**Dataset entries**

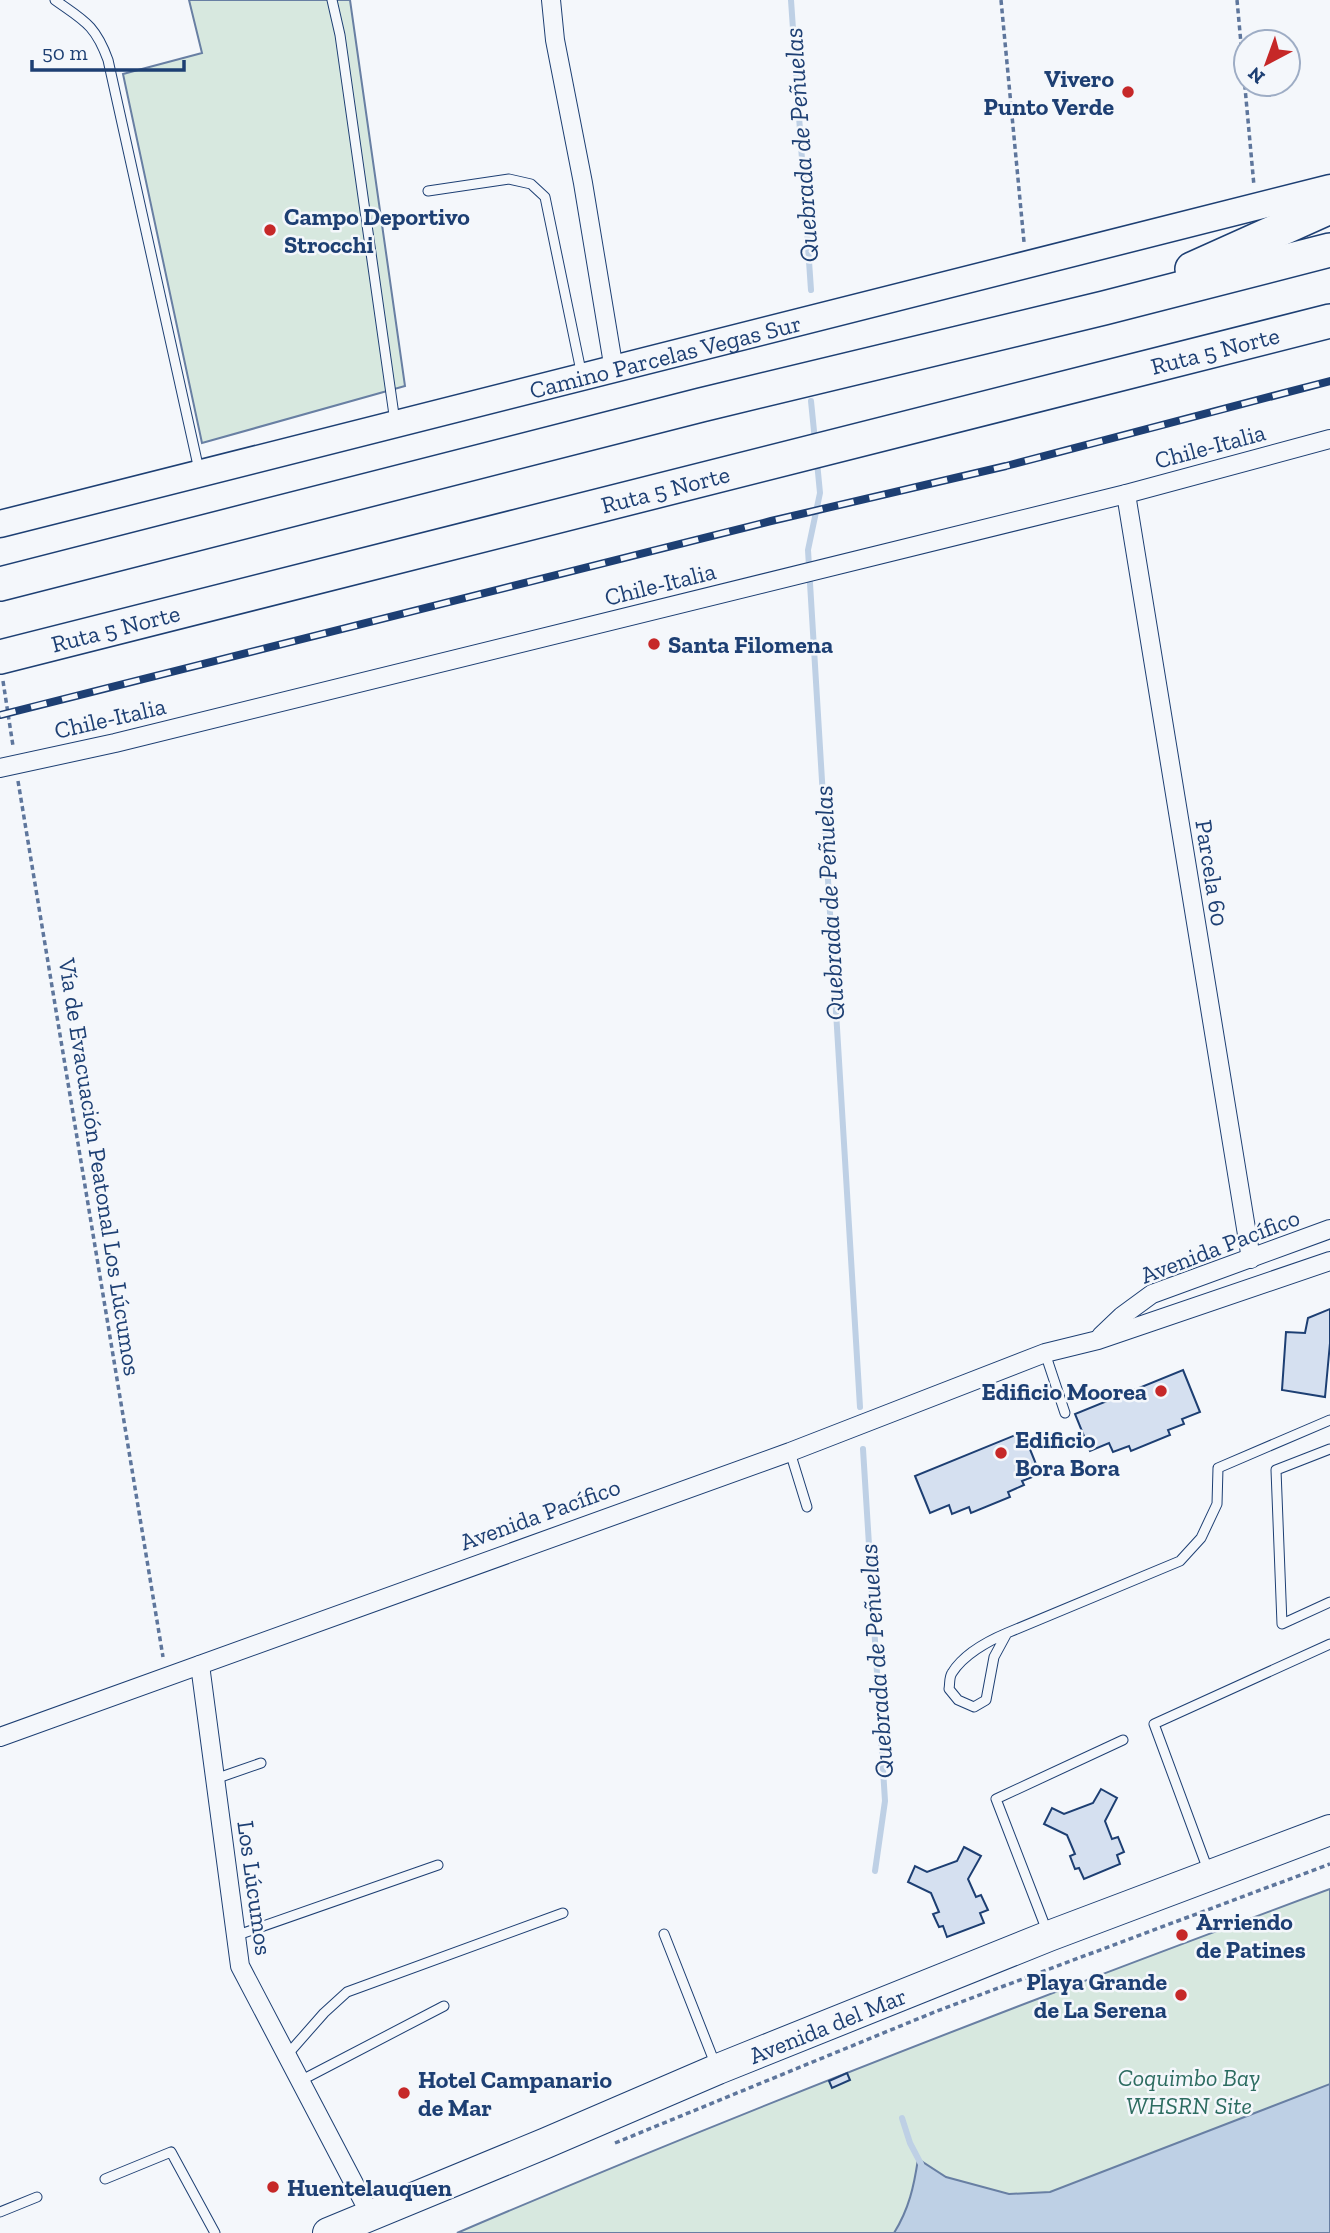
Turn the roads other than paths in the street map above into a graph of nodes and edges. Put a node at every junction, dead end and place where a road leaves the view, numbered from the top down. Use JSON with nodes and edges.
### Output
{"nodes":[{"id":1,"x":55,"y":0,"type":"edge"},
{"id":2,"x":332,"y":0,"type":"edge"},
{"id":3,"x":551,"y":0,"type":"edge"},
{"id":4,"x":1330,"y":188,"type":"edge"},
{"id":5,"x":428,"y":191,"type":"dead end"},
{"id":6,"x":1330,"y":207,"type":"edge"},
{"id":7,"x":1330,"y":250,"type":"edge"},
{"id":8,"x":1104,"y":308,"type":"junction"},
{"id":9,"x":1330,"y":321,"type":"edge"},
{"id":10,"x":614,"y":370,"type":"junction"},
{"id":11,"x":582,"y":378,"type":"junction"},
{"id":12,"x":395,"y":424,"type":"junction"},
{"id":13,"x":1330,"y":439,"type":"edge"},
{"id":14,"x":200,"y":475,"type":"junction"},
{"id":15,"x":1126,"y":494,"type":"junction"},
{"id":16,"x":0,"y":524,"type":"edge"},
{"id":17,"x":0,"y":584,"type":"edge"},
{"id":18,"x":1,"y":665,"type":"edge"},
{"id":19,"x":8,"y":766,"type":"edge"},
{"id":20,"x":1330,"y":1230,"type":"edge"},
{"id":21,"x":1251,"y":1259,"type":"junction"},
{"id":22,"x":1330,"y":1261,"type":"edge"},
{"id":23,"x":1098,"y":1340,"type":"junction"},
{"id":24,"x":1045,"y":1353,"type":"junction"},
{"id":25,"x":1065,"y":1413,"type":"dead end"},
{"id":26,"x":1330,"y":1420,"type":"edge"},
{"id":27,"x":1330,"y":1448,"type":"edge"},
{"id":28,"x":790,"y":1452,"type":"junction"},
{"id":29,"x":807,"y":1507,"type":"dead end"},
{"id":30,"x":1330,"y":1602,"type":"edge"},
{"id":31,"x":1007,"y":1633,"type":"junction"},
{"id":32,"x":1330,"y":1644,"type":"edge"},
{"id":33,"x":200,"y":1665,"type":"junction"},
{"id":34,"x":0,"y":1737,"type":"edge"},
{"id":35,"x":1123,"y":1740,"type":"dead end"},
{"id":36,"x":261,"y":1763,"type":"dead end"},
{"id":37,"x":215,"y":1779,"type":"junction"},
{"id":38,"x":1330,"y":1830,"type":"edge"},
{"id":39,"x":438,"y":1865,"type":"dead end"},
{"id":40,"x":1210,"y":1874,"type":"junction"},
{"id":41,"x":563,"y":1913,"type":"dead end"},
{"id":42,"x":664,"y":1934,"type":"dead end"},
{"id":43,"x":235,"y":1936,"type":"junction"},
{"id":44,"x":1049,"y":1936,"type":"junction"},
{"id":45,"x":444,"y":2006,"type":"dead end"},
{"id":46,"x":287,"y":2055,"type":"junction"},
{"id":47,"x":718,"y":2069,"type":"junction"},
{"id":48,"x":300,"y":2081,"type":"junction"},
{"id":49,"x":105,"y":2179,"type":"dead end"},
{"id":50,"x":37,"y":2197,"type":"dead end"},
{"id":51,"x":0,"y":2212,"type":"edge"},
{"id":52,"x":370,"y":2214,"type":"junction"},
{"id":53,"x":215,"y":2233,"type":"edge"},
{"id":54,"x":328,"y":2233,"type":"edge"}],
"edges":[{"from":1,"to":14,"type":"lane"},
{"from":2,"to":12,"type":"lane"},
{"from":3,"to":10,"type":"street"},
{"from":4,"to":10,"type":"street","name":"Camino Parcelas Vegas Sur"},
{"from":5,"to":11,"type":"lane"},
{"from":6,"to":8,"type":"highway"},
{"from":7,"to":8,"type":"highway"},
{"from":8,"to":17,"type":"highway"},
{"from":9,"to":18,"type":"highway","name":"Ruta 5 Norte"},
{"from":10,"to":11,"type":"street","name":"Camino Parcelas Vegas Sur"},
{"from":11,"to":12,"type":"street","name":"Camino Parcelas Vegas Sur"},
{"from":12,"to":14,"type":"street","name":"Camino Parcelas Vegas Sur"},
{"from":13,"to":15,"type":"street","name":"Chile-Italia"},
{"from":14,"to":16,"type":"street","name":"Camino Parcelas Vegas Sur"},
{"from":15,"to":19,"type":"street","name":"Chile-Italia"},
{"from":15,"to":21,"type":"street","name":"Parcela 60"},
{"from":20,"to":21,"type":"street","name":"Avenida Pacífico"},
{"from":21,"to":23,"type":"street","name":"Avenida Pacífico"},
{"from":22,"to":23,"type":"street","name":"Avenida Pacífico"},
{"from":23,"to":24,"type":"street","name":"Avenida Pacífico"},
{"from":24,"to":25,"type":"lane"},
{"from":24,"to":28,"type":"street","name":"Avenida Pacífico"},
{"from":26,"to":31,"type":"lane"},
{"from":27,"to":30,"type":"lane"},
{"from":28,"to":29,"type":"lane"},
{"from":28,"to":33,"type":"street","name":"Avenida Pacífico"},
{"from":31,"to":31,"type":"lane"},
{"from":32,"to":40,"type":"lane"},
{"from":33,"to":34,"type":"street","name":"Avenida Pacífico"},
{"from":33,"to":37,"type":"street","name":"Los Lúcumos"},
{"from":35,"to":44,"type":"lane"},
{"from":36,"to":37,"type":"lane"},
{"from":37,"to":43,"type":"street","name":"Los Lúcumos"},
{"from":38,"to":40,"type":"main road","name":"Avenida del Mar"},
{"from":39,"to":43,"type":"lane"},
{"from":40,"to":44,"type":"main road","name":"Avenida del Mar"},
{"from":41,"to":46,"type":"lane"},
{"from":42,"to":47,"type":"lane"},
{"from":43,"to":46,"type":"street","name":"Los Lúcumos"},
{"from":44,"to":47,"type":"main road","name":"Avenida del Mar"},
{"from":45,"to":48,"type":"lane"},
{"from":46,"to":48,"type":"street","name":"Los Lúcumos"},
{"from":47,"to":52,"type":"main road","name":"Avenida del Mar"},
{"from":48,"to":52,"type":"street","name":"Los Lúcumos"},
{"from":49,"to":53,"type":"lane"},
{"from":50,"to":51,"type":"lane"},
{"from":52,"to":54,"type":"main road","name":"Avenida del Mar"}]}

**YOUR ASSIGNMENT**
Leaving out only the pictures, retype every record exactly.

**EXERCISE SOLUTION**
Turn the roads other than paths in the street map above into a graph of nodes and edges. Put a node at every junction, dead end and place where a road leaves the view, numbered from the top down. Use JSON with nodes and edges.
### Output
{"nodes":[{"id":1,"x":55,"y":0,"type":"edge"},
{"id":2,"x":332,"y":0,"type":"edge"},
{"id":3,"x":551,"y":0,"type":"edge"},
{"id":4,"x":1330,"y":188,"type":"edge"},
{"id":5,"x":428,"y":191,"type":"dead end"},
{"id":6,"x":1330,"y":207,"type":"edge"},
{"id":7,"x":1330,"y":250,"type":"edge"},
{"id":8,"x":1104,"y":308,"type":"junction"},
{"id":9,"x":1330,"y":321,"type":"edge"},
{"id":10,"x":614,"y":370,"type":"junction"},
{"id":11,"x":582,"y":378,"type":"junction"},
{"id":12,"x":395,"y":424,"type":"junction"},
{"id":13,"x":1330,"y":439,"type":"edge"},
{"id":14,"x":200,"y":475,"type":"junction"},
{"id":15,"x":1126,"y":494,"type":"junction"},
{"id":16,"x":0,"y":524,"type":"edge"},
{"id":17,"x":0,"y":584,"type":"edge"},
{"id":18,"x":1,"y":665,"type":"edge"},
{"id":19,"x":8,"y":766,"type":"edge"},
{"id":20,"x":1330,"y":1230,"type":"edge"},
{"id":21,"x":1251,"y":1259,"type":"junction"},
{"id":22,"x":1330,"y":1261,"type":"edge"},
{"id":23,"x":1098,"y":1340,"type":"junction"},
{"id":24,"x":1045,"y":1353,"type":"junction"},
{"id":25,"x":1065,"y":1413,"type":"dead end"},
{"id":26,"x":1330,"y":1420,"type":"edge"},
{"id":27,"x":1330,"y":1448,"type":"edge"},
{"id":28,"x":790,"y":1452,"type":"junction"},
{"id":29,"x":807,"y":1507,"type":"dead end"},
{"id":30,"x":1330,"y":1602,"type":"edge"},
{"id":31,"x":1007,"y":1633,"type":"junction"},
{"id":32,"x":1330,"y":1644,"type":"edge"},
{"id":33,"x":200,"y":1665,"type":"junction"},
{"id":34,"x":0,"y":1737,"type":"edge"},
{"id":35,"x":1123,"y":1740,"type":"dead end"},
{"id":36,"x":261,"y":1763,"type":"dead end"},
{"id":37,"x":215,"y":1779,"type":"junction"},
{"id":38,"x":1330,"y":1830,"type":"edge"},
{"id":39,"x":438,"y":1865,"type":"dead end"},
{"id":40,"x":1210,"y":1874,"type":"junction"},
{"id":41,"x":563,"y":1913,"type":"dead end"},
{"id":42,"x":664,"y":1934,"type":"dead end"},
{"id":43,"x":235,"y":1936,"type":"junction"},
{"id":44,"x":1049,"y":1936,"type":"junction"},
{"id":45,"x":444,"y":2006,"type":"dead end"},
{"id":46,"x":287,"y":2055,"type":"junction"},
{"id":47,"x":718,"y":2069,"type":"junction"},
{"id":48,"x":300,"y":2081,"type":"junction"},
{"id":49,"x":105,"y":2179,"type":"dead end"},
{"id":50,"x":37,"y":2197,"type":"dead end"},
{"id":51,"x":0,"y":2212,"type":"edge"},
{"id":52,"x":370,"y":2214,"type":"junction"},
{"id":53,"x":215,"y":2233,"type":"edge"},
{"id":54,"x":328,"y":2233,"type":"edge"}],
"edges":[{"from":1,"to":14,"type":"lane"},
{"from":2,"to":12,"type":"lane"},
{"from":3,"to":10,"type":"street"},
{"from":4,"to":10,"type":"street","name":"Camino Parcelas Vegas Sur"},
{"from":5,"to":11,"type":"lane"},
{"from":6,"to":8,"type":"highway"},
{"from":7,"to":8,"type":"highway"},
{"from":8,"to":17,"type":"highway"},
{"from":9,"to":18,"type":"highway","name":"Ruta 5 Norte"},
{"from":10,"to":11,"type":"street","name":"Camino Parcelas Vegas Sur"},
{"from":11,"to":12,"type":"street","name":"Camino Parcelas Vegas Sur"},
{"from":12,"to":14,"type":"street","name":"Camino Parcelas Vegas Sur"},
{"from":13,"to":15,"type":"street","name":"Chile-Italia"},
{"from":14,"to":16,"type":"street","name":"Camino Parcelas Vegas Sur"},
{"from":15,"to":19,"type":"street","name":"Chile-Italia"},
{"from":15,"to":21,"type":"street","name":"Parcela 60"},
{"from":20,"to":21,"type":"street","name":"Avenida Pacífico"},
{"from":21,"to":23,"type":"street","name":"Avenida Pacífico"},
{"from":22,"to":23,"type":"street","name":"Avenida Pacífico"},
{"from":23,"to":24,"type":"street","name":"Avenida Pacífico"},
{"from":24,"to":25,"type":"lane"},
{"from":24,"to":28,"type":"street","name":"Avenida Pacífico"},
{"from":26,"to":31,"type":"lane"},
{"from":27,"to":30,"type":"lane"},
{"from":28,"to":29,"type":"lane"},
{"from":28,"to":33,"type":"street","name":"Avenida Pacífico"},
{"from":31,"to":31,"type":"lane"},
{"from":32,"to":40,"type":"lane"},
{"from":33,"to":34,"type":"street","name":"Avenida Pacífico"},
{"from":33,"to":37,"type":"street","name":"Los Lúcumos"},
{"from":35,"to":44,"type":"lane"},
{"from":36,"to":37,"type":"lane"},
{"from":37,"to":43,"type":"street","name":"Los Lúcumos"},
{"from":38,"to":40,"type":"main road","name":"Avenida del Mar"},
{"from":39,"to":43,"type":"lane"},
{"from":40,"to":44,"type":"main road","name":"Avenida del Mar"},
{"from":41,"to":46,"type":"lane"},
{"from":42,"to":47,"type":"lane"},
{"from":43,"to":46,"type":"street","name":"Los Lúcumos"},
{"from":44,"to":47,"type":"main road","name":"Avenida del Mar"},
{"from":45,"to":48,"type":"lane"},
{"from":46,"to":48,"type":"street","name":"Los Lúcumos"},
{"from":47,"to":52,"type":"main road","name":"Avenida del Mar"},
{"from":48,"to":52,"type":"street","name":"Los Lúcumos"},
{"from":49,"to":53,"type":"lane"},
{"from":50,"to":51,"type":"lane"},
{"from":52,"to":54,"type":"main road","name":"Avenida del Mar"}]}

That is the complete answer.